During the Israelite’s invasion of Canaan, beginning in c.1406BC, the king of Aphek was defeated by Joshua’s forces (see Joshua 12:18). But the Israelites were unable to hold onto Aphek or any of the cities of the coastal plain, because of the superiority of the iron chariots deployed by their enemies on this flat land.
Shortly after, Aphek became the northern boundary of Philistia, the confederation of cities controlled by the Philistines – ‘sea peoples’ who sailed across from Crete, Cyprus and the Aegean to colonise these fertile coastal plains (see the feature on The Philistines). During the time of the ‘Judges’, the Israelites and Philistines frequently clashed, with the Philistines often becoming dominant and demanding subservience from the Israelites.
In c.1024BC, the Philistines launched a major attack on the Israelites from their most northerly outpost at Aphek. The ensuing Battle of Ebernezer was a disaster for the Israelites, with the Philistines capturing the Ark of the Covenant and taking it as booty to their stronghold at Ashdod (see 1 Samuel 4:1-11).
Thirteen years later, in c.1011BC, the Philistines gathered at Aphek once again, before moving north to defeat Saul and Jonathan at the Battle of Mt Gilboa (see 1 Samuel 29:1 & 31:1-3).
In the 1st century BC, King Herod the Great changed the name of the city to Antipatris, to commemorate his father Antipater. The city then lay on the main route from Jersualem to Caesarea(the Roman capital of Judaea), and Herod endowed it as a centre of Greek and Roman culture. Paul stayed here overnight when being escorted under armed guard from Jerusalem to Caesarea in 57AD (see Acts 23:31). The city was destroyed by an earthquake in 363AD.
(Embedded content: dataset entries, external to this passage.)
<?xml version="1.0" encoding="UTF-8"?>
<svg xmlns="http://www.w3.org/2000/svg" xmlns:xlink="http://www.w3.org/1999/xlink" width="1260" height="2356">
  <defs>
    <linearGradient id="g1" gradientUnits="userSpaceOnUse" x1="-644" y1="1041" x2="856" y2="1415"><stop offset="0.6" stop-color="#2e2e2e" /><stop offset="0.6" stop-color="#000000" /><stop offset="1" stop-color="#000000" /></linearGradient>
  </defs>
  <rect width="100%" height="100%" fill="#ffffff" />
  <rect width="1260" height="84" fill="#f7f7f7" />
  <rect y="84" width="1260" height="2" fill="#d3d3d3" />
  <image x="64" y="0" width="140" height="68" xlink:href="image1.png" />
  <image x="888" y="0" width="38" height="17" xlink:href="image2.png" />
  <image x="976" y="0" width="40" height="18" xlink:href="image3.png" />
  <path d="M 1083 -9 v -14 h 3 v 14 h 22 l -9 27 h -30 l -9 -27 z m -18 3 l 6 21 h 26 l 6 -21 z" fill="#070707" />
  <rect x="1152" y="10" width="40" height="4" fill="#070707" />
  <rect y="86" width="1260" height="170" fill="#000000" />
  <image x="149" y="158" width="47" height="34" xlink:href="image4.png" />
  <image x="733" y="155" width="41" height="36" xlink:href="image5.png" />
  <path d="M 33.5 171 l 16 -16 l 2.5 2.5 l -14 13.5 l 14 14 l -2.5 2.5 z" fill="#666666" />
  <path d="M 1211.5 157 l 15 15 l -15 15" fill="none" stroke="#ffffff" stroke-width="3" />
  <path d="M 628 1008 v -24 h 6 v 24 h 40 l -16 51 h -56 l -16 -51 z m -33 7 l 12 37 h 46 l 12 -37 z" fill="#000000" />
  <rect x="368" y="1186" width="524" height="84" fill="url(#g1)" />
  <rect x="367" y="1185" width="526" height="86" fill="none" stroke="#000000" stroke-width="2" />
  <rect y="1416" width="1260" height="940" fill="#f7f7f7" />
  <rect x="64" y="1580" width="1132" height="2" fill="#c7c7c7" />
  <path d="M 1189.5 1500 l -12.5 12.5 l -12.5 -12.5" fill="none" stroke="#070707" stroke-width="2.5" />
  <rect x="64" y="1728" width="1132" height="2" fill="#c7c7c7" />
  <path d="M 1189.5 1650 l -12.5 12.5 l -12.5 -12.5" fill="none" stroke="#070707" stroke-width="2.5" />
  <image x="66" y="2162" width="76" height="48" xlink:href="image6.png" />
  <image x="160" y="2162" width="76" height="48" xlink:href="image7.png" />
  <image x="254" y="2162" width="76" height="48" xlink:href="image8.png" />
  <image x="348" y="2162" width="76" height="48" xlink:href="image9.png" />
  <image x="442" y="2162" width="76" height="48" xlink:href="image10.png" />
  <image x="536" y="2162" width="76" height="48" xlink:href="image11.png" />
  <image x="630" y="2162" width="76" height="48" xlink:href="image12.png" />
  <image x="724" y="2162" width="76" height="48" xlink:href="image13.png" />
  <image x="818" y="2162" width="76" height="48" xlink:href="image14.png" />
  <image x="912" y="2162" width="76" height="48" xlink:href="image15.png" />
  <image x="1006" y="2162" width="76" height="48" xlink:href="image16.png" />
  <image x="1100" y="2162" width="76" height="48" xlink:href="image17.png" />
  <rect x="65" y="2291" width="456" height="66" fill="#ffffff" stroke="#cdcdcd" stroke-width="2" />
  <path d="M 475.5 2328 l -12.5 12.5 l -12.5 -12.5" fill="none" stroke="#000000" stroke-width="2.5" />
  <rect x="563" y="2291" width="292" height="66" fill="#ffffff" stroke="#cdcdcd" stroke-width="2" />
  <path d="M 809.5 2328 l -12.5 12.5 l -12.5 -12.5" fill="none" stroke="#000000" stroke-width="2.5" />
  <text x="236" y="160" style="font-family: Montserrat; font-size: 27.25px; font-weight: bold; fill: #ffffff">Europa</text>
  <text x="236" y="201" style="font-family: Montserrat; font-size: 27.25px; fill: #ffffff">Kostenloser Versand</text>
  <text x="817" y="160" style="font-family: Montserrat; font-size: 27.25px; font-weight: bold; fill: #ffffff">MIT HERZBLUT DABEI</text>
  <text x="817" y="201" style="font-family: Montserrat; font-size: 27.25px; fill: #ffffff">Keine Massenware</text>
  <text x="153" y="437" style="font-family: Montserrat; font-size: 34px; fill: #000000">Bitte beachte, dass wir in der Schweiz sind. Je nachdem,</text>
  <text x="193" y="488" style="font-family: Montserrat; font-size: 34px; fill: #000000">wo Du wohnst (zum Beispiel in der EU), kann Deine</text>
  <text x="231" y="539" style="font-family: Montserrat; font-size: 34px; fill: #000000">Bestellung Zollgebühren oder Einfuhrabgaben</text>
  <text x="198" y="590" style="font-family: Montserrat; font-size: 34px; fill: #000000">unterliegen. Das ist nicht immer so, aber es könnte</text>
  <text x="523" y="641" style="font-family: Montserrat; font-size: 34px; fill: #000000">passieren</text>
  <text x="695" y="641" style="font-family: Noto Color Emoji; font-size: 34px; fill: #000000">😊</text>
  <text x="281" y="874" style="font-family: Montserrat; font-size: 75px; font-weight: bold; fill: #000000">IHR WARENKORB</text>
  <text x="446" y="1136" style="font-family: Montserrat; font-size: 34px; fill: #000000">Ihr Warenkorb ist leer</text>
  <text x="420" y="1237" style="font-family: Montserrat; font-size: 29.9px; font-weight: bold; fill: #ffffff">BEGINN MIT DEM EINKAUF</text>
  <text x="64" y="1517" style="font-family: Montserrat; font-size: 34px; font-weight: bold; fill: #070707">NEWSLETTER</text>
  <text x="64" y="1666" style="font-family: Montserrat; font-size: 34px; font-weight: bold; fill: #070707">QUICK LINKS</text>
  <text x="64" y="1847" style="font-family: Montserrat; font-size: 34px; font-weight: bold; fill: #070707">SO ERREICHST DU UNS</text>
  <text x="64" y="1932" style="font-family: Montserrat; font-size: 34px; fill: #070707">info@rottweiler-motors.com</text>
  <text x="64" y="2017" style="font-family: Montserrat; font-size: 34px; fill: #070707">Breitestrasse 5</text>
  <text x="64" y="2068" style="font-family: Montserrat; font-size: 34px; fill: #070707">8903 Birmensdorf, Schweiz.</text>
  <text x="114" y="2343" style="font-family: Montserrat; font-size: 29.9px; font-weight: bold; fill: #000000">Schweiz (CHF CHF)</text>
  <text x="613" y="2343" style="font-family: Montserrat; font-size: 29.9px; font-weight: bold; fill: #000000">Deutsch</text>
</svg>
Visitors to the site of Aphek (on the eastern side of the modern city of Petach Tikva) can observe excavated remains of the Canaanite city, part of a street built by Herod the Great, and the ruins of an Ottoman Turkish fort built on the site of the Crusader castle of Mirabel in 1573AD. Archaeological artefacts from Aphek are on display at the Yad Labanim Museum in Petach Tikva.